- WHAT YOU HAVE TO DO -
The answer must consist of each line of the records below that contains the string "Werftstraße".

- DATA LISTING -
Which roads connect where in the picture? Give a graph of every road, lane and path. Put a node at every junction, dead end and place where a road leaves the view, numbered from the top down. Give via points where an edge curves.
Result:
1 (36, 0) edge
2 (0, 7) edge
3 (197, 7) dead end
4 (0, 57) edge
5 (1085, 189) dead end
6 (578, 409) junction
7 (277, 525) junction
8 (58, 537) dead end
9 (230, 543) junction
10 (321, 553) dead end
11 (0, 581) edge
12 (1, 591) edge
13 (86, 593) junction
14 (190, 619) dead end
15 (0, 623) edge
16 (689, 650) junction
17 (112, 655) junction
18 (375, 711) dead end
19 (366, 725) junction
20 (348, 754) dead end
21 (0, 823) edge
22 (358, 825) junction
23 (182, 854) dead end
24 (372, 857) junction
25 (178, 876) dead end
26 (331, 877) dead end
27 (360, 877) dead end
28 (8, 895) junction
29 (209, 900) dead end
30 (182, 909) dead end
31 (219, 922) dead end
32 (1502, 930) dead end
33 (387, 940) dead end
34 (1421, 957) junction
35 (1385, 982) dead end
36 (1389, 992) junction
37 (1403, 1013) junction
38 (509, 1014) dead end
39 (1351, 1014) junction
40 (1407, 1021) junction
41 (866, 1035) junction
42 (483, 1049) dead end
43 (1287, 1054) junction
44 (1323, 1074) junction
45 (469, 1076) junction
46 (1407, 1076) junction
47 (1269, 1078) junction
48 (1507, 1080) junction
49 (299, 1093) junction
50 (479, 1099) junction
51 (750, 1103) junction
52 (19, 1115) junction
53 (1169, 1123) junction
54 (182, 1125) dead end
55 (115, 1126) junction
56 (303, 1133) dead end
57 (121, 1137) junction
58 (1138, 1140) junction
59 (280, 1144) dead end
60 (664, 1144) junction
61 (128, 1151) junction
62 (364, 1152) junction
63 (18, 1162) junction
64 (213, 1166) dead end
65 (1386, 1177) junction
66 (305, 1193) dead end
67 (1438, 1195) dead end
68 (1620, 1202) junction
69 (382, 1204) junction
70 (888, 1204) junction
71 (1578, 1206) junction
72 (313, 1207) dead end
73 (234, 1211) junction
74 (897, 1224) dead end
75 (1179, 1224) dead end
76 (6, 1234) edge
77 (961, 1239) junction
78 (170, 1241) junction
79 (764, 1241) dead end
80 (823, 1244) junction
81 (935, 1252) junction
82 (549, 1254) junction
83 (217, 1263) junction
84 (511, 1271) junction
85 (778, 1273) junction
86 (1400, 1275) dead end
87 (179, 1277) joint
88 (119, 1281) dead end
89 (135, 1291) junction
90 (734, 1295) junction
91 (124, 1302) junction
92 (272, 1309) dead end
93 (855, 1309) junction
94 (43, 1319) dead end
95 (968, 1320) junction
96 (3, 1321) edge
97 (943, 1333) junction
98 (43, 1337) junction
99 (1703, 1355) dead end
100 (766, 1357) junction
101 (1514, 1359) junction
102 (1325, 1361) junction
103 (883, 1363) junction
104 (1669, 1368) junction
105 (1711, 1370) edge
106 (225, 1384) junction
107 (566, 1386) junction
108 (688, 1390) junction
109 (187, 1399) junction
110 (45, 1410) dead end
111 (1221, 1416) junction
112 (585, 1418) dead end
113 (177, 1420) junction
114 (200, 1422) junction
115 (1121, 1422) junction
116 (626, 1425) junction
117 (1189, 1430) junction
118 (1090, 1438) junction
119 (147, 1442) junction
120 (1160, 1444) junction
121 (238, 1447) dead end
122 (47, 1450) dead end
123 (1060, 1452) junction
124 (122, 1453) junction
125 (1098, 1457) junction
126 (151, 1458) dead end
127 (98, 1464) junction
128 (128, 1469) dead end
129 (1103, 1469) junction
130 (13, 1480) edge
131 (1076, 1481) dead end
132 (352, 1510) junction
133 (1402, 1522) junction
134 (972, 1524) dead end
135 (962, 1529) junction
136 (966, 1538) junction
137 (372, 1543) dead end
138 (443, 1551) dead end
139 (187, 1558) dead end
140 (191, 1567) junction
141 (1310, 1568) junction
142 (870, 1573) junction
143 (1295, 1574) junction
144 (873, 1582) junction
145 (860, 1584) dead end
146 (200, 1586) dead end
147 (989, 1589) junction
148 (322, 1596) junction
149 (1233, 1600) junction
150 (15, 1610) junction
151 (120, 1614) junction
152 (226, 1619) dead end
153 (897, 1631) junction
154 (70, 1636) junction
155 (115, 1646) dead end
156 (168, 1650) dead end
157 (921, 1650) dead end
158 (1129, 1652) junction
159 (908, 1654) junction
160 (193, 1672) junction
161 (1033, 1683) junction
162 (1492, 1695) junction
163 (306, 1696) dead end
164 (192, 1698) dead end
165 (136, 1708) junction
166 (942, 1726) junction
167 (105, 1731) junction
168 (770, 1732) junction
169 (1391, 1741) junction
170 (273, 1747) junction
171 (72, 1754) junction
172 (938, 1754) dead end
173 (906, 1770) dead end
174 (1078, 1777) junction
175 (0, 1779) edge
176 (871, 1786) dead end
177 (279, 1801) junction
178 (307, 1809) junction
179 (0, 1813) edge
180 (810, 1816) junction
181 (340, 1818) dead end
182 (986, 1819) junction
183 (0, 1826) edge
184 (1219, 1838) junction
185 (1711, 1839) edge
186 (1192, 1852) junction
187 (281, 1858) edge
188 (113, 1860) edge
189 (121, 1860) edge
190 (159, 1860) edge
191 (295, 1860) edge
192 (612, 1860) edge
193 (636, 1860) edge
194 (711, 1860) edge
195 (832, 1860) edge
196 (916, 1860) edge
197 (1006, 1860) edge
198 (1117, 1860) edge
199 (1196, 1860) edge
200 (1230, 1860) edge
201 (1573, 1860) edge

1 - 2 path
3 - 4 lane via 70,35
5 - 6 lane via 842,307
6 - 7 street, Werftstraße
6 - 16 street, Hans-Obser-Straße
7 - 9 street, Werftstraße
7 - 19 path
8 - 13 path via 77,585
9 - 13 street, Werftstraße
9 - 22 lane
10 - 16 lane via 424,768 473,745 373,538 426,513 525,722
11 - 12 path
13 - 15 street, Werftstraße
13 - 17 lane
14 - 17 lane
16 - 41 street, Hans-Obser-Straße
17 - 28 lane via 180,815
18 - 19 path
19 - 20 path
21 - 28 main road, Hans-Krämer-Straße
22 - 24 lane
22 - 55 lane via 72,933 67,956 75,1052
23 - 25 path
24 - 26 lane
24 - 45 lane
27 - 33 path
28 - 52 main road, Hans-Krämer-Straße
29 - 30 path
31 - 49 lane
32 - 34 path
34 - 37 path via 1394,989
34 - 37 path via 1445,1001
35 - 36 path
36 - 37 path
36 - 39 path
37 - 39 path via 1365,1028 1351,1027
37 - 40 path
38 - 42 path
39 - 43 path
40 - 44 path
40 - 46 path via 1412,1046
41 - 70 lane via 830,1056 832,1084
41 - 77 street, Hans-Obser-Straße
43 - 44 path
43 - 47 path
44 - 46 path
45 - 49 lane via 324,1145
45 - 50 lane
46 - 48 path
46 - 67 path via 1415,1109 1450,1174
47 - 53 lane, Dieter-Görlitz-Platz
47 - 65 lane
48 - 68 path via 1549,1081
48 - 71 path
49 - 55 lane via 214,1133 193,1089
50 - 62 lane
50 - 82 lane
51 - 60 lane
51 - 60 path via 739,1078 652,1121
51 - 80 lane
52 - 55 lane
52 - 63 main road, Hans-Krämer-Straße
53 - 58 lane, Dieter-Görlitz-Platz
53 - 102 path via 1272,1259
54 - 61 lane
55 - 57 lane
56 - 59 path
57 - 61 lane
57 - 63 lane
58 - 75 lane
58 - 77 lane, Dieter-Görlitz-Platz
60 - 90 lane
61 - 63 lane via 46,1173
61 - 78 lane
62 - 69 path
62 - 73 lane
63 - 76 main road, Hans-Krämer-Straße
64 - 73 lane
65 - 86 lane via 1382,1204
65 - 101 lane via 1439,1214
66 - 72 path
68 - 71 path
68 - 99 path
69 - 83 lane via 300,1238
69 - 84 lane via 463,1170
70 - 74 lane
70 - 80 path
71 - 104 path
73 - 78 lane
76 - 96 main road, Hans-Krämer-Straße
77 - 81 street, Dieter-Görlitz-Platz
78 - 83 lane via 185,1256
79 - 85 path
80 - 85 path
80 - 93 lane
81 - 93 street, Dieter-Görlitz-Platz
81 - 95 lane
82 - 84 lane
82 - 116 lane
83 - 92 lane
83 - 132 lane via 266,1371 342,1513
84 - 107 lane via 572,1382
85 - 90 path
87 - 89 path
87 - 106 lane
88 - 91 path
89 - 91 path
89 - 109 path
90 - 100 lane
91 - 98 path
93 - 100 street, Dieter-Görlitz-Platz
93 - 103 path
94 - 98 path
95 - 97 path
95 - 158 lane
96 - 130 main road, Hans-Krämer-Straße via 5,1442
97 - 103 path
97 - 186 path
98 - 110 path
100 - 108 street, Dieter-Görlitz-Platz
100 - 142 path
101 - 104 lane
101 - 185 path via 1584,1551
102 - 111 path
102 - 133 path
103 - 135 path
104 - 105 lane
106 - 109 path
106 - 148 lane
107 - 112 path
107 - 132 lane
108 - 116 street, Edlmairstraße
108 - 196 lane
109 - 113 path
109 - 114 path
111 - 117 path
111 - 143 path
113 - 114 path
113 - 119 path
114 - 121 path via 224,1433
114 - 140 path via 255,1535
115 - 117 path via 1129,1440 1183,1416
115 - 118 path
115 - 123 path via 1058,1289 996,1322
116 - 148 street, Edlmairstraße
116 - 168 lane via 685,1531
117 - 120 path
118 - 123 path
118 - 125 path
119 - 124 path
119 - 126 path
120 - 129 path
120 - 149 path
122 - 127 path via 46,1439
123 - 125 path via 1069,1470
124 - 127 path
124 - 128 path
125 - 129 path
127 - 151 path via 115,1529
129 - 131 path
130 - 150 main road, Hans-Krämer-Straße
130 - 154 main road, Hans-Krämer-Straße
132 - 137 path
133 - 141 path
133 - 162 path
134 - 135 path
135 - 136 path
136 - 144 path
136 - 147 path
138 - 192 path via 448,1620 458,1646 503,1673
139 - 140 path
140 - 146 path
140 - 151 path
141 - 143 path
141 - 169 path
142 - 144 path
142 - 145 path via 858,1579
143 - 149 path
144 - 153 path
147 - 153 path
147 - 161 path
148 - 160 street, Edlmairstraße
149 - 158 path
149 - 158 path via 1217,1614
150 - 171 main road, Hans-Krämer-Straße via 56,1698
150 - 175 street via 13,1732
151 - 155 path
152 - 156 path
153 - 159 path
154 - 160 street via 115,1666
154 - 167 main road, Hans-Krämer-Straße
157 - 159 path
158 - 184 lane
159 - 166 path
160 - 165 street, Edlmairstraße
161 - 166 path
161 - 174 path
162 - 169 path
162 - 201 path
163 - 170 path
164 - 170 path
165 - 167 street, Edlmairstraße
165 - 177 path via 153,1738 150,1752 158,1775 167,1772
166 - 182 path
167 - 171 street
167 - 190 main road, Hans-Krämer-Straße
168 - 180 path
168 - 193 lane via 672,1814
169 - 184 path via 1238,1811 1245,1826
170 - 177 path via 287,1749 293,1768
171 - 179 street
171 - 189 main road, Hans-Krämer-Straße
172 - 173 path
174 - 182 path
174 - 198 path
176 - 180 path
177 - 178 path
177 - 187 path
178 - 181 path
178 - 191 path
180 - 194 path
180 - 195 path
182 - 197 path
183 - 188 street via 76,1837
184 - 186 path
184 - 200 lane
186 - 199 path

- OUTPUT -
6 - 7 street, Werftstraße
7 - 9 street, Werftstraße
9 - 13 street, Werftstraße
13 - 15 street, Werftstraße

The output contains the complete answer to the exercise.